Friends and family on 18-year-old Jada McClain wept Wednesday morning as a judge in Monmouth County ruled she would remained jailed until trial on charges she suffocated her newborn son and, along with the infant’s father, disposed of his body in a dumpster.
McClain, of Neptune, is charged with first-degree murder. She is accused of giving birth last month at her parents’ house in the middle of the night, suffocating the infant and disposing of his body with her boyfriend Quaimere Mohammed, 19.
Mohammed is charged with desecrating human remains, but was not charged in the boy’s murder. A judge decided he be detained until trail at a hearing last week.

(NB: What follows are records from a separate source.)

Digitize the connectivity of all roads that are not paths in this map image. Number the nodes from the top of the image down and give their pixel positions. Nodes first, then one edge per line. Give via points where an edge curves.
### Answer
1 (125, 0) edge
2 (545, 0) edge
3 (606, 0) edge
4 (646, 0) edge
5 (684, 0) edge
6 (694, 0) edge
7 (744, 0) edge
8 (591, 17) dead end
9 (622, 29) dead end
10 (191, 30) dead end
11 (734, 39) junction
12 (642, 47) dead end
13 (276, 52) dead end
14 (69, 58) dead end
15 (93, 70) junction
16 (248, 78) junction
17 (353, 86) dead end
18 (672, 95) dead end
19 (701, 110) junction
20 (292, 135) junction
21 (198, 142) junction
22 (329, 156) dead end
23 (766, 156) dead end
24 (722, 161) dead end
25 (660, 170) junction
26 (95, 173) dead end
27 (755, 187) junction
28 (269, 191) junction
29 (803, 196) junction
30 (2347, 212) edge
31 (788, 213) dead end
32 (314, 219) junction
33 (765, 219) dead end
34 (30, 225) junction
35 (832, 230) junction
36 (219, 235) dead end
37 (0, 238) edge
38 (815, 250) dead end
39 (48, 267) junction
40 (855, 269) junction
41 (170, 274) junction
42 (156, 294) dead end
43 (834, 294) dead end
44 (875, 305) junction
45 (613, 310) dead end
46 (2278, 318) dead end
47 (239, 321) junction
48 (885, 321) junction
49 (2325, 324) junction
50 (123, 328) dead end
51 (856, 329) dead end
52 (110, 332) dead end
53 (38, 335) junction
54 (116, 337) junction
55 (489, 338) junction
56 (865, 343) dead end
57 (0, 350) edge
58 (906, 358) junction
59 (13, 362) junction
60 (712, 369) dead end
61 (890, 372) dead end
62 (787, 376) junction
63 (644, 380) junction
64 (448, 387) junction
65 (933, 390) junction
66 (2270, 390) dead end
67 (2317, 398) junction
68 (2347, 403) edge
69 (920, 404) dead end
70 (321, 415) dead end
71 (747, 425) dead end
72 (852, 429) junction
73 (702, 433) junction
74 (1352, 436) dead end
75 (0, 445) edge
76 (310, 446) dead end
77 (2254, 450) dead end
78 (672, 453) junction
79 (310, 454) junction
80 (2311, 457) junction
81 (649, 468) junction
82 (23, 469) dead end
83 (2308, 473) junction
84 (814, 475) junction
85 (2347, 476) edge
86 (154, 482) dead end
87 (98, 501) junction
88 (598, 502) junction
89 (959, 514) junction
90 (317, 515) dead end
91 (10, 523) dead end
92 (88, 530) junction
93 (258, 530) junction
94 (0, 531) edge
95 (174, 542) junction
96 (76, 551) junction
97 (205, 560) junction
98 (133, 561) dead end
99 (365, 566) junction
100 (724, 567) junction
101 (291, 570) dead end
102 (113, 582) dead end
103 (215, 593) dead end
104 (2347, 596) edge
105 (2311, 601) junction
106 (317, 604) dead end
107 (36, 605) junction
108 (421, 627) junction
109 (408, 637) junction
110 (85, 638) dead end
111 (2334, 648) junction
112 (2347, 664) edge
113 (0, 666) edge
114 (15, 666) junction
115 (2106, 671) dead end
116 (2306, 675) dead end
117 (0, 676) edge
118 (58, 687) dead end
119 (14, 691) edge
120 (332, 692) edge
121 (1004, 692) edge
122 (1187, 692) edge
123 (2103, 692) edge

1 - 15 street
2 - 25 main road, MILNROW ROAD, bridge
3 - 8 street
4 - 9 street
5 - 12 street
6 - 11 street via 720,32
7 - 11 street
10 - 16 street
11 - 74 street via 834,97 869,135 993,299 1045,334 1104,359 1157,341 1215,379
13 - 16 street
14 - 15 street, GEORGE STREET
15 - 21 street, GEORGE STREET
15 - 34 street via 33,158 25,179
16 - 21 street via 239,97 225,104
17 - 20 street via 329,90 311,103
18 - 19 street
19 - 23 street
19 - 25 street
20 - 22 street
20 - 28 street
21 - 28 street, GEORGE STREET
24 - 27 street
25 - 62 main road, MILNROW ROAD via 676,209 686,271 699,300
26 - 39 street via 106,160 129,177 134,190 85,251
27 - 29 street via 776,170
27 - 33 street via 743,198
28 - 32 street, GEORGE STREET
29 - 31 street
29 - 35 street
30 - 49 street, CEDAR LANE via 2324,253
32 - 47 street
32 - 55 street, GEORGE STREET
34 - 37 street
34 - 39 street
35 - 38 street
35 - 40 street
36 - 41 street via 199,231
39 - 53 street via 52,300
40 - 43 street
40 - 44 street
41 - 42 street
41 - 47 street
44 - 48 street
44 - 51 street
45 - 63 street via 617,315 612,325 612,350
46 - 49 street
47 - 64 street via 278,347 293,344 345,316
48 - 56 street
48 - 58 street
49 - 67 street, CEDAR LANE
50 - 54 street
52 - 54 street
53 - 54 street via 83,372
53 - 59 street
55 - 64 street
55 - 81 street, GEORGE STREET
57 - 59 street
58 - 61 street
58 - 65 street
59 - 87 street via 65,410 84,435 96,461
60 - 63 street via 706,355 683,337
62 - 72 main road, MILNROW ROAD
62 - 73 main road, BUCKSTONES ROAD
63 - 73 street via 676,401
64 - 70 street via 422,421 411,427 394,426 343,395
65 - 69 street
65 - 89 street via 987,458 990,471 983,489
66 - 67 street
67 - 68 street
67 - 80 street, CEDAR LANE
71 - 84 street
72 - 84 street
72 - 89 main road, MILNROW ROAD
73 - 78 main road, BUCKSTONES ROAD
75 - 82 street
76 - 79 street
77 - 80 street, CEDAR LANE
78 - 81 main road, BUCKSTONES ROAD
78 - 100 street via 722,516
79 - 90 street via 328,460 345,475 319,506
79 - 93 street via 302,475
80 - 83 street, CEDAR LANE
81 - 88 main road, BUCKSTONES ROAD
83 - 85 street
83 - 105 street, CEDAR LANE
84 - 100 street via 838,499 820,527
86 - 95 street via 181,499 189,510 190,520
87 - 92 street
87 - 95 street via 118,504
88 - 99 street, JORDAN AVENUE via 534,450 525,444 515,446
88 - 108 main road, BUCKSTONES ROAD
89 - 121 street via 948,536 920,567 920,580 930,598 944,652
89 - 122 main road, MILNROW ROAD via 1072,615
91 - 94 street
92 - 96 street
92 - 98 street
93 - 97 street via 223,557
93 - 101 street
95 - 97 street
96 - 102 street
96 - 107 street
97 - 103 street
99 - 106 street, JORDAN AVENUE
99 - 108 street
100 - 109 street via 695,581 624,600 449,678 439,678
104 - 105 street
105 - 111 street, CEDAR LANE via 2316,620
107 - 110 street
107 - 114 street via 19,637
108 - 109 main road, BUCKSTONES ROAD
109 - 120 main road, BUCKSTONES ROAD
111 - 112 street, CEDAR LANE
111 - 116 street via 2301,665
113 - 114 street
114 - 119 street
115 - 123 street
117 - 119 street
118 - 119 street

“This is a highly charged case,” Superior Court Judge O’Brien told those in the crowded courtroom. “This is a family tragedy, a tragedy all around.”
Assistant Prosecutor Stephanie Dugan argued that McClain should be detained because she plotted to end her son’s life. Dugan said McClain and Mohammed decided before the birth that they would have to “do what’s best for them.”
Prosecutors allege McClain gave birth alone at her house around 4 a.m. on March 29. They say she cleaned herself and the baby off, placed him on her bed, and pressed down on his chest until he stopped breathing.
Dugan said McClain sent Mohammed a text: “I did it, baby.”
She then wrapped the baby, who she’d named Legend, in a blanket and placed him in a bag before picking up Mohammed and driving to an Asbury Park apartment complex, authorities said. Mohammed put the baby’s body in a dumpster, authorities said.
A friend later told investigators that McClain sent her a Snapchat of the baby boy, with a broken heart. The friend told investigators she recognized McClain’s room, authorities said.
McClain wept, tears streaming down her face, while Dugan recounted the details of that morning.
Her attorney, Thomas J. Cately, argued that her actions reflected her immaturity.
“She was barely 18 when she gave birth,” he said. “I find her to be a sweet, if not somewhat naive, immature person.”
Catley said McClain hid her pregnancy from her parents because she didn’t want to disappoint them, not because she was trying to obstruct justice.
He argued that McClain should spend the time leading up to her trial with her family who supports her, and receiving physical and mental health treatment. He said she’s neither a flight risk nor a risk to her community.
“A detachment from reality, that’s what I sense when I talk to her,” Cately said.
He also argued that her time in jail has been especially hard, as she’s currently being held in solitary confinement for her own safety.
Judge O’Brien sided with the state’s recommendation to keep McClain jailed until trial.
“Much of this is, in fact, based on immaturity, youth,” he said. “Yet the act of taking a life, anyone can do it. You don’t have to be an adult.”
O’Brien said that while the court doesn’t control the jail’s actions, he hope it complies with recommendations to get McClain treatment.
After the hearing, Catley told reporters that they knew the hearing would be an uphill battle, considering McClain’s co-defendant, Mohammed was detained last week.
But Catley praised the many friends and family members who have come to support McClain at her hearings so far.
“They’re in a strange position, because they wan to mourn the death of their grandson, but they don’t want their daughter to be incarcerated,” he said.
McClain will remain in Monmouth County jail, pending future hearings.